Some legal experts suggest that the precedent most likely to influence federal regulators or provide insight into what path the investigation will take is the long court fight involving Georgia's Phoebe Putney Health System effort to acquire Palmyra Medical Center in 2011. Palmyra was Phoebe's only hospital competitor in the Albany market, which prompted concerns that the acquisition violated antitrust laws, reduced competition, and could increase costs for consumers in southwest Georgia.
The Federal Trade Commission agreed to a deal that would allow the merger in 2013 but then backed out of it a year later. In April, the FTC reached a final agreement which allows Phoebe to keep Palmyra (now operating as Phoebe North) in its system.
But in allowing the acquisition, the FTC pointed out that it was giving up the fight only because of restrictions under Georgia's certificate-of-need (CON) requirements, which regulate the construction and expansion of healthcare facilities. The FTC made clear that it still didn't like the acquisition but agreed to allow it under certain conditions.
For starters, the consent agreement requires Phoebe Putney and its local hospital authority to give the FTC prior notice before acquiring any part of a hospital or a controlling interest in other health care providers in the Albany area for the next 10 years. It also prohibits the hospital authority and Phoebe Putney from opposing a certificate-of-need application for a general acute-care hospital in the Albany area for up to five years.
Payers as 'Clearinghouses'
There are similarities in this case to the current merger proposals that could influence the DOJ, says Patrick Pilch, CPA, MBA, managing director and national leader with BDO Consulting in New York City—but only up to a point.
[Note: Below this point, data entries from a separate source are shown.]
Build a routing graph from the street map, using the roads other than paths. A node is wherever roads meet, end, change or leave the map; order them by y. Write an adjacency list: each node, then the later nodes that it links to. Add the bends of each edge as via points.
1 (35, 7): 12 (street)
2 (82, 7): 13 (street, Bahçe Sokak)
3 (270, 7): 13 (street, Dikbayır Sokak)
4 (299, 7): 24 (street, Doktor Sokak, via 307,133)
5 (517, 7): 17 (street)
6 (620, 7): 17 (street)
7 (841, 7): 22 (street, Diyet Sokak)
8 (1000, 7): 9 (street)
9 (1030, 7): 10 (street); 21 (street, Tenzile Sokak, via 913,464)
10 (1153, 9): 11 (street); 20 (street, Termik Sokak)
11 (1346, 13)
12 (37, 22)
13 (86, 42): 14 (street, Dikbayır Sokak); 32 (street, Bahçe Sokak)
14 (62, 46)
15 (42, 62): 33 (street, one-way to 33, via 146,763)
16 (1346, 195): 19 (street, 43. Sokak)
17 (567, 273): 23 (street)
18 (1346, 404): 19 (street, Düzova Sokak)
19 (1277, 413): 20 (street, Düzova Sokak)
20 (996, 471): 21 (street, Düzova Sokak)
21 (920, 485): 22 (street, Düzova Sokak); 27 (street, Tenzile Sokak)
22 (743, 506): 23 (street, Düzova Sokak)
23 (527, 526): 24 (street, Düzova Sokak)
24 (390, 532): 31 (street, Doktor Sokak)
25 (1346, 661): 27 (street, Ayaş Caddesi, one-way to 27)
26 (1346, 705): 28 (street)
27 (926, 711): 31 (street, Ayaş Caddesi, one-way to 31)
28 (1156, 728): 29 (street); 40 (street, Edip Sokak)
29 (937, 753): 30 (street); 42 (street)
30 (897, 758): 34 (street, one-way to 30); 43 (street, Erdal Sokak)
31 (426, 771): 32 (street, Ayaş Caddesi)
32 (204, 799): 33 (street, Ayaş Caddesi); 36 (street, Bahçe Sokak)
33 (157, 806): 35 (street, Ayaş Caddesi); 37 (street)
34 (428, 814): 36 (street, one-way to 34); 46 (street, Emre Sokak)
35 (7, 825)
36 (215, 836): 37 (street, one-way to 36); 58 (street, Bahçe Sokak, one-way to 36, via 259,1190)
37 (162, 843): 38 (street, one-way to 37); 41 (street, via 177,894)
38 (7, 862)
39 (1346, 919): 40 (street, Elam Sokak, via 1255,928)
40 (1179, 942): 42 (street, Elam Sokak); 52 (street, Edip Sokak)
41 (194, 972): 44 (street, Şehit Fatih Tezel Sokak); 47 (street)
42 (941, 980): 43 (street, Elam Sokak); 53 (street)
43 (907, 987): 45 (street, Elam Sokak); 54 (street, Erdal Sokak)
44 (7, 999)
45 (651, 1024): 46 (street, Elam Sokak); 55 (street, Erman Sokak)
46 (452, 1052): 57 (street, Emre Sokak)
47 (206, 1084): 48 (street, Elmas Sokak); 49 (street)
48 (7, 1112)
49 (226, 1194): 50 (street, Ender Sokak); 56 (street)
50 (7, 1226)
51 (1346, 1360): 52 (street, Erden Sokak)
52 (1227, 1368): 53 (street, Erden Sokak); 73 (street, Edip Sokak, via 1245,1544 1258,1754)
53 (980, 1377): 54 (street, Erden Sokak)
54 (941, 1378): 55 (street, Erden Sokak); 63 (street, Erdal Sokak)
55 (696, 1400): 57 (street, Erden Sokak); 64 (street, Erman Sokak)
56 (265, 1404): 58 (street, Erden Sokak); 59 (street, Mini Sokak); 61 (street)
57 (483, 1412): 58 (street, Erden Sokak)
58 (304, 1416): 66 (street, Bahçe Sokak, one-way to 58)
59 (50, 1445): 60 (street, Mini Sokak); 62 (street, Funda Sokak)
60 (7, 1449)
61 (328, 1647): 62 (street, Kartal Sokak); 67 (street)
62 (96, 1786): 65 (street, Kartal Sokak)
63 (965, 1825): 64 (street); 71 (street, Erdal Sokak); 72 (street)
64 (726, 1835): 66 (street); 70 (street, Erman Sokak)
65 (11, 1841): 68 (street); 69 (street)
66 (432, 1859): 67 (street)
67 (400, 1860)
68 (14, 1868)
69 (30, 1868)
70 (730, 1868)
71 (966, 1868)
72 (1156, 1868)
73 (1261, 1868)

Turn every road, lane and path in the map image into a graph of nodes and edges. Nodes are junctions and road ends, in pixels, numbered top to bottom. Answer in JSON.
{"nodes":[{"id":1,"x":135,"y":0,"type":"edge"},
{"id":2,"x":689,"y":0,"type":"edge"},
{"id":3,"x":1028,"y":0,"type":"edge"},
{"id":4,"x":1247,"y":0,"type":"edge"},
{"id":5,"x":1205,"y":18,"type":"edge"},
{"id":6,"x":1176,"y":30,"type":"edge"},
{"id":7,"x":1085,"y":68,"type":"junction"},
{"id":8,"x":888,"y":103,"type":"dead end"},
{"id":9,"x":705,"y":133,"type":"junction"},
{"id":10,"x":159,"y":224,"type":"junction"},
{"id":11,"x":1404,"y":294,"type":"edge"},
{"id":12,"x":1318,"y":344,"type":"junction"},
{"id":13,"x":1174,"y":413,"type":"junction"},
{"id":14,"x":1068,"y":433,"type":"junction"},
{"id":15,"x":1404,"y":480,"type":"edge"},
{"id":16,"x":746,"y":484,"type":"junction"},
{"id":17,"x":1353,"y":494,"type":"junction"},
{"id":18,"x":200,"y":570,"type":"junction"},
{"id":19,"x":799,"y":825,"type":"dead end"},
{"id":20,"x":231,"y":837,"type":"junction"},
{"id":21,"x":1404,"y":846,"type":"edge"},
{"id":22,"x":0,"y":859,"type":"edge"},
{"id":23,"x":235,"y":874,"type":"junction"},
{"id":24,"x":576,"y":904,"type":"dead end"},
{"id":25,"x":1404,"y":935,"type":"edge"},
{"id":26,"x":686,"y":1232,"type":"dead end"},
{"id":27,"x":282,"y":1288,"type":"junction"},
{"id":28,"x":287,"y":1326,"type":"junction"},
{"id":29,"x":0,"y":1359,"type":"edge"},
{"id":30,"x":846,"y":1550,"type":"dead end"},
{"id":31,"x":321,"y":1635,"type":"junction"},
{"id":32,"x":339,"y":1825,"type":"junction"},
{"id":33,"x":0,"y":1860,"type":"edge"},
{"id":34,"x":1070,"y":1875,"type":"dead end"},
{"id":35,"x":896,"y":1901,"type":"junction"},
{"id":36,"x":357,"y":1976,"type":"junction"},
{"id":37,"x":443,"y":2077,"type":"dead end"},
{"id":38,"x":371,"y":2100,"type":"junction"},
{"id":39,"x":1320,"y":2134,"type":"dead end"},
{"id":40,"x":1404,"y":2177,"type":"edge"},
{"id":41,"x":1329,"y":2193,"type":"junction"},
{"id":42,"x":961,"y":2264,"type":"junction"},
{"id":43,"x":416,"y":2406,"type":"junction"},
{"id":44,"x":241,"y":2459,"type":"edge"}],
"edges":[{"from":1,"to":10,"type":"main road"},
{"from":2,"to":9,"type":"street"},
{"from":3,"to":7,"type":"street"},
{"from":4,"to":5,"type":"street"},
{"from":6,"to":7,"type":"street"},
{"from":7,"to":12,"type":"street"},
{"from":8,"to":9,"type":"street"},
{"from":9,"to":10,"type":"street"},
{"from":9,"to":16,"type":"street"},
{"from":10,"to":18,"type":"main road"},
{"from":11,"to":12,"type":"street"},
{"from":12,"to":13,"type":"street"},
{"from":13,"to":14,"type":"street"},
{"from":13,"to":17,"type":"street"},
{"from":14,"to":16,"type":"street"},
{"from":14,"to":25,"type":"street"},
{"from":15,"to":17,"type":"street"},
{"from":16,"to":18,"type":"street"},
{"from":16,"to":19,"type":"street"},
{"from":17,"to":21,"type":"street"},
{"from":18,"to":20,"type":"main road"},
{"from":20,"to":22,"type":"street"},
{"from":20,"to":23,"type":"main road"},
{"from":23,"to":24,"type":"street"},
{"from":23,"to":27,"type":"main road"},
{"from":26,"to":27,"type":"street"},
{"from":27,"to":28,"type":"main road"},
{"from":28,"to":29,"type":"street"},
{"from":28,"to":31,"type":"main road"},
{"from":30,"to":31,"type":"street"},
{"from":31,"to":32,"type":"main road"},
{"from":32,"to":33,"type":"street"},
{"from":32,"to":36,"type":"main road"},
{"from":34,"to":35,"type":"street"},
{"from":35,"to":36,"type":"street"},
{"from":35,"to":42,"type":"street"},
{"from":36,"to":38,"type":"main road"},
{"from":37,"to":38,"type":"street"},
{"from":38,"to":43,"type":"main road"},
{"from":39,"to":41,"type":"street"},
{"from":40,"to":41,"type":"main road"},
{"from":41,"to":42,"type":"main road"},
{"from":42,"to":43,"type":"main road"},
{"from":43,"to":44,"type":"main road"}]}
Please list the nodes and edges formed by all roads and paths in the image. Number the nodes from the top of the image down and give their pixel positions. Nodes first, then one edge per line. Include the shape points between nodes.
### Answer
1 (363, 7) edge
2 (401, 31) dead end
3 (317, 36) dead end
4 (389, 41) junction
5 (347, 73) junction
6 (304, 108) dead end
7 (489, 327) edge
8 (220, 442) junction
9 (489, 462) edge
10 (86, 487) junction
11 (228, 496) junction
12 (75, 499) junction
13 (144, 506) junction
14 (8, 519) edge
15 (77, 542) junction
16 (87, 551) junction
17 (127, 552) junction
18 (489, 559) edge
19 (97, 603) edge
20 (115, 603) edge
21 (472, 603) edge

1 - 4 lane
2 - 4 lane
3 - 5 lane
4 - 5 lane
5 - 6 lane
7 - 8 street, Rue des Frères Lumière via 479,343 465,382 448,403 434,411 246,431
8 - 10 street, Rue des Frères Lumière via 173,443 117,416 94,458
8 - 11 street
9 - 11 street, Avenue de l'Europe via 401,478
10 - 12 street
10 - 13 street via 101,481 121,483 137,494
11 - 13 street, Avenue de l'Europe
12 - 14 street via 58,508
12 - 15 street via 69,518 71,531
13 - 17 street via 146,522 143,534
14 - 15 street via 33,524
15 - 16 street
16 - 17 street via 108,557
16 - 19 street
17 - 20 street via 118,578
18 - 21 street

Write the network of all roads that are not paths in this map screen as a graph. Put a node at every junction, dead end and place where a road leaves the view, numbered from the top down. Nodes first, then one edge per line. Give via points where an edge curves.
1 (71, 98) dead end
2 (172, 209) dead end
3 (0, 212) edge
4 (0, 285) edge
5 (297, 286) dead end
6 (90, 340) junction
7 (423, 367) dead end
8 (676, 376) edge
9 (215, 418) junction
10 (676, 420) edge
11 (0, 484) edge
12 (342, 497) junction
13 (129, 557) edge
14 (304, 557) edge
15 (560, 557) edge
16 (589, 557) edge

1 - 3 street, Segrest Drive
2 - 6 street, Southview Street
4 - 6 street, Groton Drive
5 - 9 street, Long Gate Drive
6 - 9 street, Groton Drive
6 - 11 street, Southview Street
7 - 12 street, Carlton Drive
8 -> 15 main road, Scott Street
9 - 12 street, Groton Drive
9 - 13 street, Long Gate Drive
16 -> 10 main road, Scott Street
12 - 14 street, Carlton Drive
"To the extent that a larger entity, in this case a payer, restricts or contracts access through the narrowing of networks and shifts significant risk to providers, employers, employees, and patients, there may be some similarities," Pilch says. "The similarities are negated by the overall risk shift occurring from government to commercial payers, consistent with the ACA's objectives of aligning financial payments with clinical outcomes. The payers are becoming clearinghouses and less risk bearing entities."
Predicting how past investigations will influence the DOJ is especially difficult with these mergers because they are unprecedented in some ways, says Mark Rust, JD, partner with the law firm of Barnes & Thornburg in Chicago. There is little experience with mergers of this size that would affect a significant portion of the economy, and the public, in such a dramatic way, he says.
"This is all out of proportion to any experience we've ever had," Rust says. "But it is clear that there will be a market-by-market experience and one very good possibility from past experience is that the merger will be allowed, but there will be markets in which it will not be allowed and they will have given up their presence in those markets."
That was the case, for instance, when UnitedHealth Group acquired PacifiCare, a large insurer in the western United States, he says. That merger was permitted to go forward only if UnitedHealth Group rid itself of assets in certain areas, he notes, and Aetna had a similar experience with US Health.
"To the degree that mergers are permitted to go forward, these companies are very likely looking at divesting in specific areas," he says. "From past experience, that would be the price they have to pay for the merger approval."